**** EXCERPTED DATA

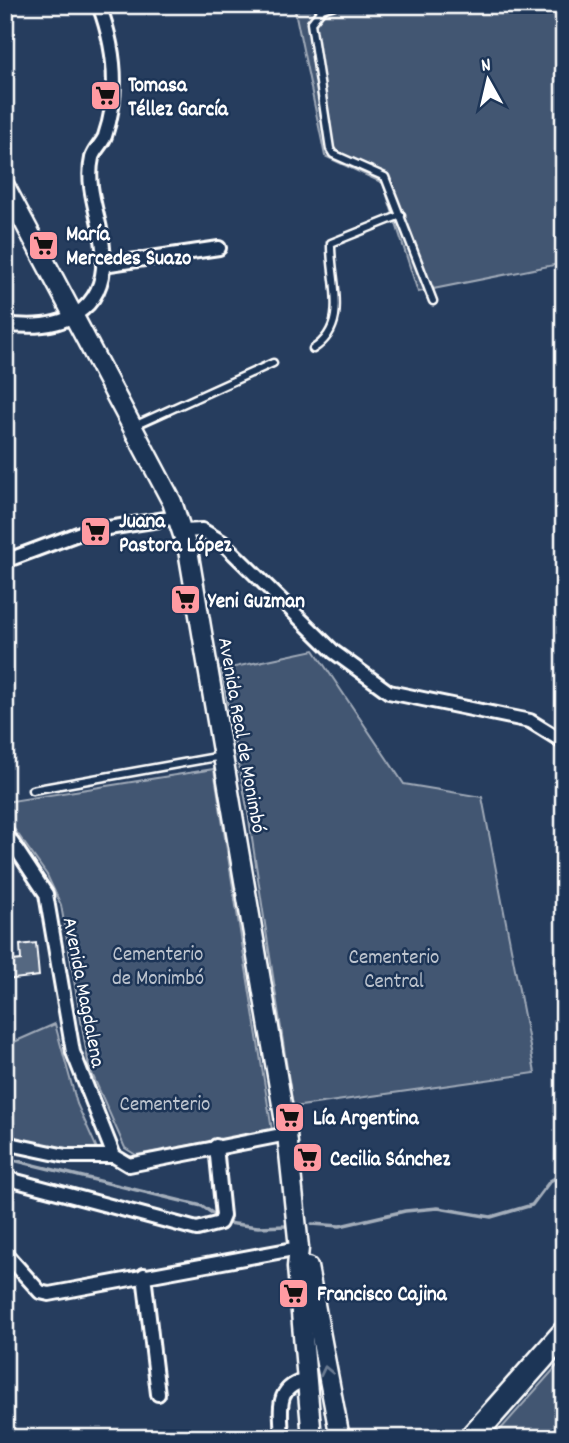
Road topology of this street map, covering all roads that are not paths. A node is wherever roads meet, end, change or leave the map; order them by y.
1 (99, 5) edge
2 (335, 5) edge
3 (5, 186) edge
4 (401, 215) junction
5 (219, 248) dead end
6 (103, 265) junction
7 (433, 301) dead end
8 (74, 318) junction
9 (5, 324) edge
10 (313, 349) dead end
11 (274, 363) dead end
12 (132, 427) junction
13 (181, 524) junction
14 (5, 561) edge
15 (564, 742) edge
16 (224, 756) junction
17 (32, 790) dead end
18 (5, 832) edge
19 (287, 1134) junction
20 (5, 1143) edge
21 (216, 1146) junction
22 (114, 1156) junction
23 (5, 1178) edge
24 (299, 1248) junction
25 (5, 1253) edge
26 (144, 1275) junction
27 (564, 1334) edge
28 (564, 1357) edge
29 (308, 1380) junction
30 (158, 1394) dead end
31 (282, 1438) edge
32 (312, 1438) edge
33 (340, 1438) edge
34 (471, 1438) edge
35 (493, 1438) edge

1 - 6 street
2 - 4 lane
3 - 8 street, Avenida Real de Monimbó
4 - 7 lane
4 - 10 lane
5 - 6 street
6 - 8 street
8 - 9 street
8 - 12 street, Avenida Real de Monimbó
11 - 12 lane
12 - 13 street, Avenida Real de Monimbó
13 - 14 street
13 - 15 street
13 - 16 street, Avenida Real de Monimbó
16 - 17 lane
16 - 19 street, Avenida Real de Monimbó
18 - 22 street, Avenida Magdalena
19 - 21 street
19 - 24 street, Avenida Real de Monimbó
20 - 22 street
21 - 22 street
21 - 23 street
24 - 26 street
24 - 29 street, Avenida Real de Monimbó
33 -> 24 street, Avenida Real de Monimbó
25 - 26 street
26 - 30 street
27 - 34 highway
28 - 35 highway
29 - 31 street
29 - 32 street, Avenida Real de Monimbó

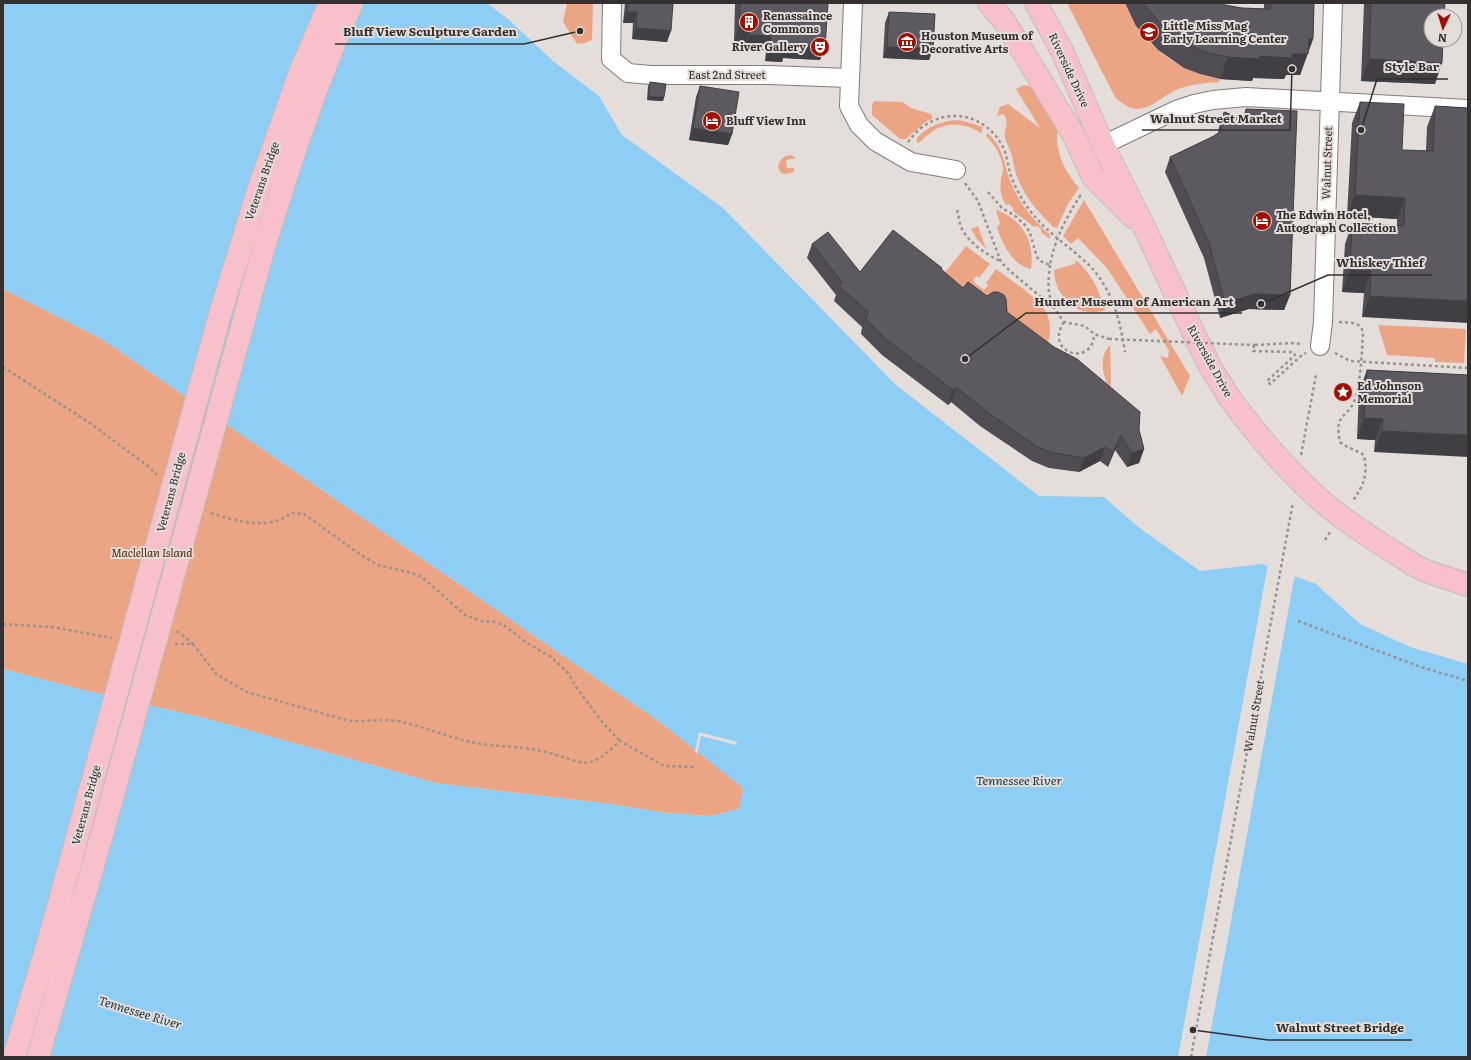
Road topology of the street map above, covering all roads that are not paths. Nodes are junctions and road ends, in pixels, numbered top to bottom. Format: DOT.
graph roads {
  1 [pos="330,3"];
  2 [pos="352,3"];
  3 [pos="612,3"];
  4 [pos="853,3"];
  5 [pos="989,3"];
  6 [pos="1036,3"];
  7 [pos="1333,3"];
  8 [pos="849,78"];
  9 [pos="1329,102"];
  10 [pos="1468,109"];
  11 [pos="1104,146"];
  12 [pos="956,170"];
  13 [pos="1145,229"];
  14 [pos="1320,346"];
  15 [pos="1468,586"];
  16 [pos="14,1057"];
  17 [pos="38,1057"];
  1 -- 16 [label="main road, Veterans Bridge, bridge"];
  2 -- 17 [label="main road, Veterans Bridge, bridge"];
  3 -- 8 [label="street, East 2nd Street"];
  4 -- 8 [label="street"];
  5 -- 13 [label="main road"];
  6 -- 11 [label="main road, Riverside Drive"];
  7 -- 9 [label="street, Walnut Street"];
  8 -- 12 [label="street"];
  9 -- 10 [label="street"];
  9 -- 11 [label="street"];
  9 -- 14 [label="street, Walnut Street"];
  11 -- 13 [label="main road, Riverside Drive"];
  13 -- 15 [label="main road, Riverside Drive, bridge"];
}
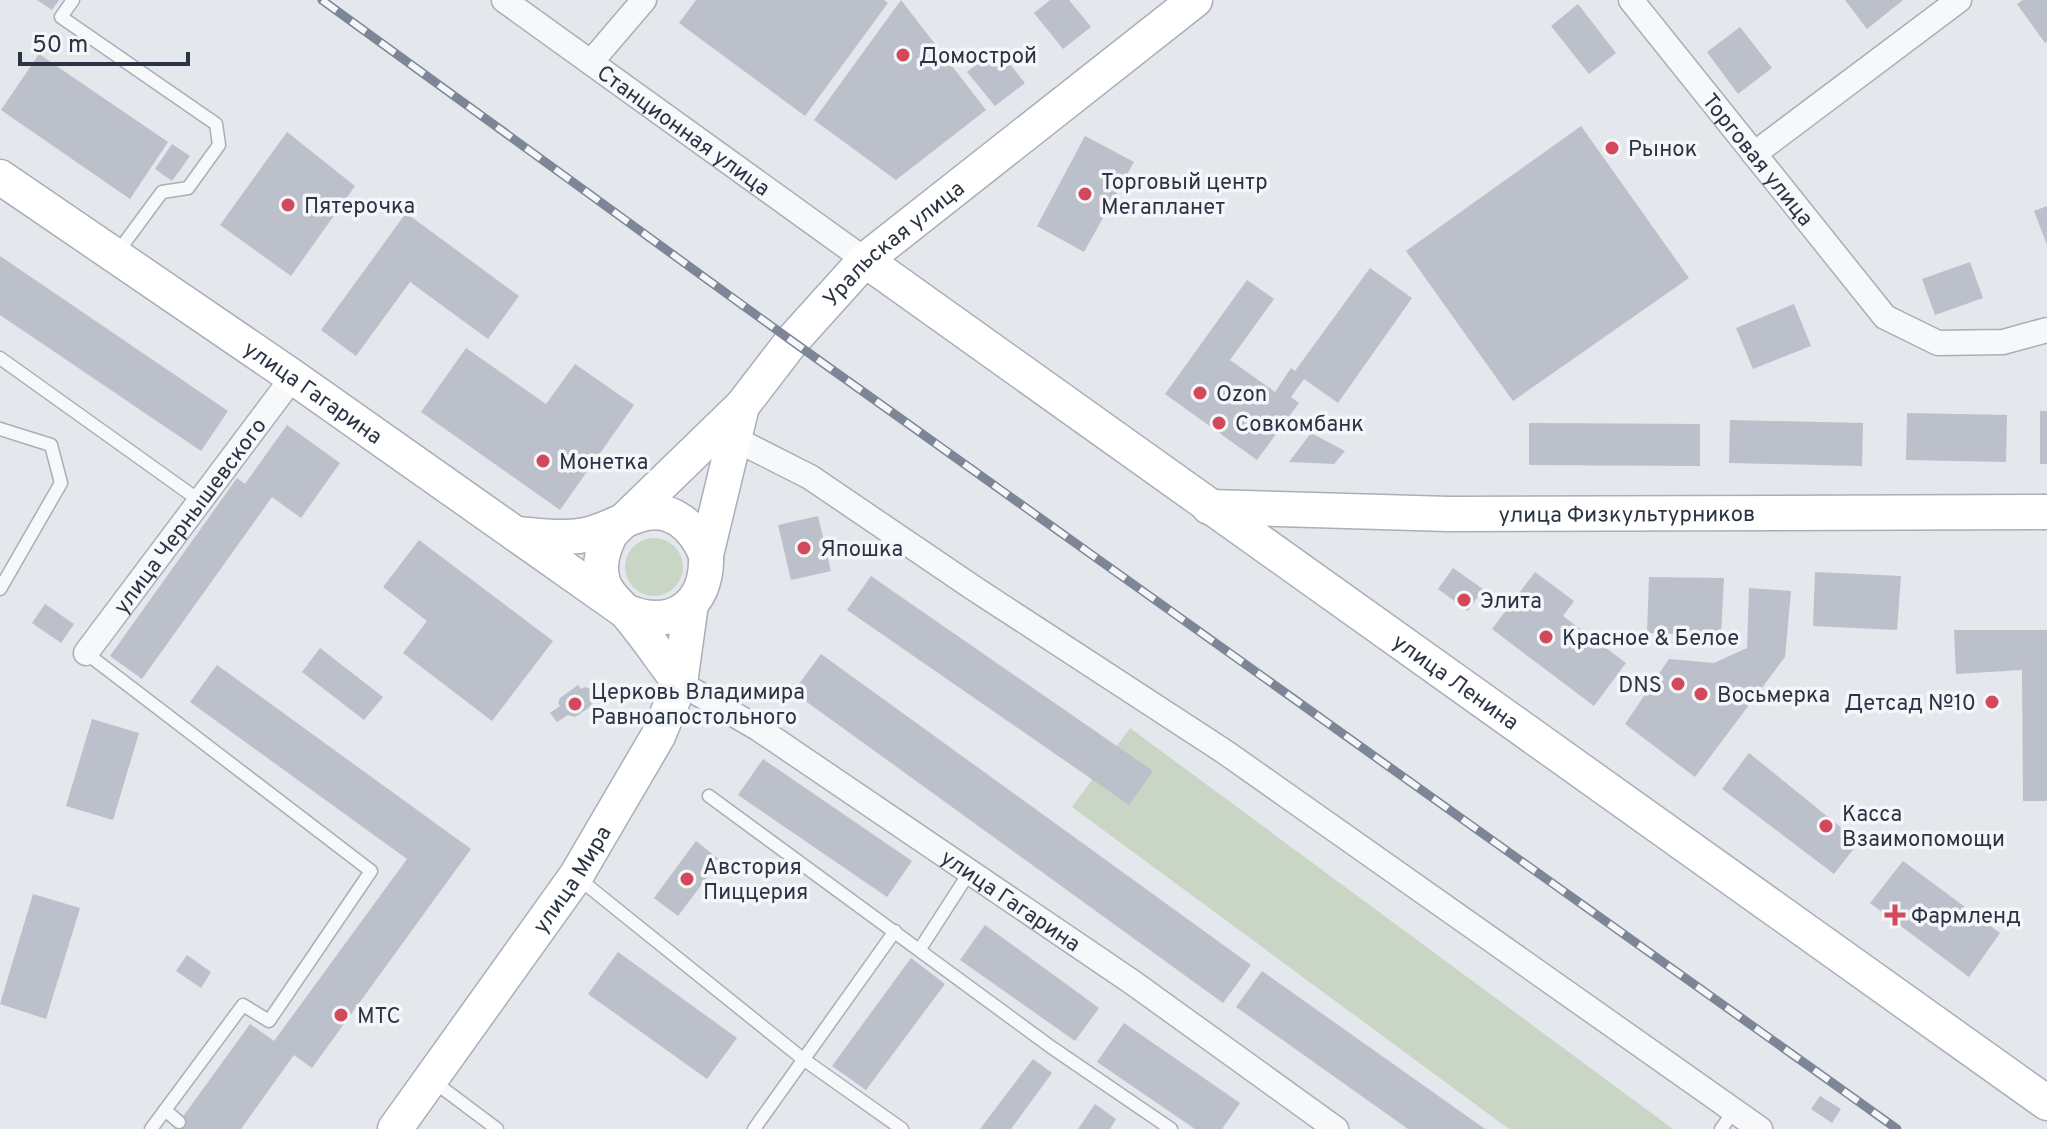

********

Repeat the listing in full and exactly. Leave any pictures out.

Road topology of this street map, covering all roads that are not paths. A node is wherever roads meet, end, change or leave the map; order them by y.
1 (99, 5) edge
2 (335, 5) edge
3 (5, 186) edge
4 (401, 215) junction
5 (219, 248) dead end
6 (103, 265) junction
7 (433, 301) dead end
8 (74, 318) junction
9 (5, 324) edge
10 (313, 349) dead end
11 (274, 363) dead end
12 (132, 427) junction
13 (181, 524) junction
14 (5, 561) edge
15 (564, 742) edge
16 (224, 756) junction
17 (32, 790) dead end
18 (5, 832) edge
19 (287, 1134) junction
20 (5, 1143) edge
21 (216, 1146) junction
22 (114, 1156) junction
23 (5, 1178) edge
24 (299, 1248) junction
25 (5, 1253) edge
26 (144, 1275) junction
27 (564, 1334) edge
28 (564, 1357) edge
29 (308, 1380) junction
30 (158, 1394) dead end
31 (282, 1438) edge
32 (312, 1438) edge
33 (340, 1438) edge
34 (471, 1438) edge
35 (493, 1438) edge

1 - 6 street
2 - 4 lane
3 - 8 street, Avenida Real de Monimbó
4 - 7 lane
4 - 10 lane
5 - 6 street
6 - 8 street
8 - 9 street
8 - 12 street, Avenida Real de Monimbó
11 - 12 lane
12 - 13 street, Avenida Real de Monimbó
13 - 14 street
13 - 15 street
13 - 16 street, Avenida Real de Monimbó
16 - 17 lane
16 - 19 street, Avenida Real de Monimbó
18 - 22 street, Avenida Magdalena
19 - 21 street
19 - 24 street, Avenida Real de Monimbó
20 - 22 street
21 - 22 street
21 - 23 street
24 - 26 street
24 - 29 street, Avenida Real de Monimbó
33 -> 24 street, Avenida Real de Monimbó
25 - 26 street
26 - 30 street
27 - 34 highway
28 - 35 highway
29 - 31 street
29 - 32 street, Avenida Real de Monimbó

Road topology of the street map above, covering all roads that are not paths. Nodes are junctions and road ends, in pixels, numbered top to bottom. Format: DOT.
graph roads {
  1 [pos="330,3"];
  2 [pos="352,3"];
  3 [pos="612,3"];
  4 [pos="853,3"];
  5 [pos="989,3"];
  6 [pos="1036,3"];
  7 [pos="1333,3"];
  8 [pos="849,78"];
  9 [pos="1329,102"];
  10 [pos="1468,109"];
  11 [pos="1104,146"];
  12 [pos="956,170"];
  13 [pos="1145,229"];
  14 [pos="1320,346"];
  15 [pos="1468,586"];
  16 [pos="14,1057"];
  17 [pos="38,1057"];
  1 -- 16 [label="main road, Veterans Bridge, bridge"];
  2 -- 17 [label="main road, Veterans Bridge, bridge"];
  3 -- 8 [label="street, East 2nd Street"];
  4 -- 8 [label="street"];
  5 -- 13 [label="main road"];
  6 -- 11 [label="main road, Riverside Drive"];
  7 -- 9 [label="street, Walnut Street"];
  8 -- 12 [label="street"];
  9 -- 10 [label="street"];
  9 -- 11 [label="street"];
  9 -- 14 [label="street, Walnut Street"];
  11 -- 13 [label="main road, Riverside Drive"];
  13 -- 15 [label="main road, Riverside Drive, bridge"];
}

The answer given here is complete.